- TASK PROMPT: Show every line from the entries that follow which holds the word "edges".

- EXTRACTED ENTRIES:
+ + + + +
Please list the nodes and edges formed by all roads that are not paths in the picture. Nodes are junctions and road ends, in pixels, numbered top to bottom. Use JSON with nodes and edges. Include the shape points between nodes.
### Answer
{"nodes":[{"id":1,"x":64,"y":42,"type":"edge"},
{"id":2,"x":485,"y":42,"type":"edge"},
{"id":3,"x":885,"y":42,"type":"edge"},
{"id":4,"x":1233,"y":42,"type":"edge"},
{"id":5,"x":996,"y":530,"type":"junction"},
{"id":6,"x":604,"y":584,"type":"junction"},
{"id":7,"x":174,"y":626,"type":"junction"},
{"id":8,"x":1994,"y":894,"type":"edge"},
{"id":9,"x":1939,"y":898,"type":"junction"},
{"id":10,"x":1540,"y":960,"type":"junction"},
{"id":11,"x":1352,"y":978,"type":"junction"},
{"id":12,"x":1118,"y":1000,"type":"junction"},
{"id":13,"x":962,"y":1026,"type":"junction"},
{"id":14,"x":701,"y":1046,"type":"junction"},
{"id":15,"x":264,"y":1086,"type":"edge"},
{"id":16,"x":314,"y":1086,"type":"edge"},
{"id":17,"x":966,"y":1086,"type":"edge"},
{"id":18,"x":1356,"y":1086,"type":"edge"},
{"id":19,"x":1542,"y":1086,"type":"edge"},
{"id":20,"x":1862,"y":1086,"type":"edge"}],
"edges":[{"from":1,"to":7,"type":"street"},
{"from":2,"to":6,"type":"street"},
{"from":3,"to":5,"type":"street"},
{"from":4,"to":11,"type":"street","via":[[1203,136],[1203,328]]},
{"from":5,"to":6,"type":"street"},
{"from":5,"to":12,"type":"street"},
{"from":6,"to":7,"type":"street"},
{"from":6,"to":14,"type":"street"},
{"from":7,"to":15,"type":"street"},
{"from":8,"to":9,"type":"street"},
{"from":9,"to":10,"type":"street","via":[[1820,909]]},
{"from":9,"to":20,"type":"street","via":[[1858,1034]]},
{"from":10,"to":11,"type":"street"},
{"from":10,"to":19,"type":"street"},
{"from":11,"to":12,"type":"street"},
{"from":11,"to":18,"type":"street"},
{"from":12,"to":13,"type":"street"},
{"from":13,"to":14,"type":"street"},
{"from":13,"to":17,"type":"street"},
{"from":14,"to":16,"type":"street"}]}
+ + + + +
- RESPONSE TO THE EXERCISE:
Please list the nodes and edges formed by all roads that are not paths in the picture. Nodes are junctions and road ends, in pixels, numbered top to bottom. Use JSON with nodes and edges. Include the shape points between nodes.
"edges":[{"from":1,"to":7,"type":"street"},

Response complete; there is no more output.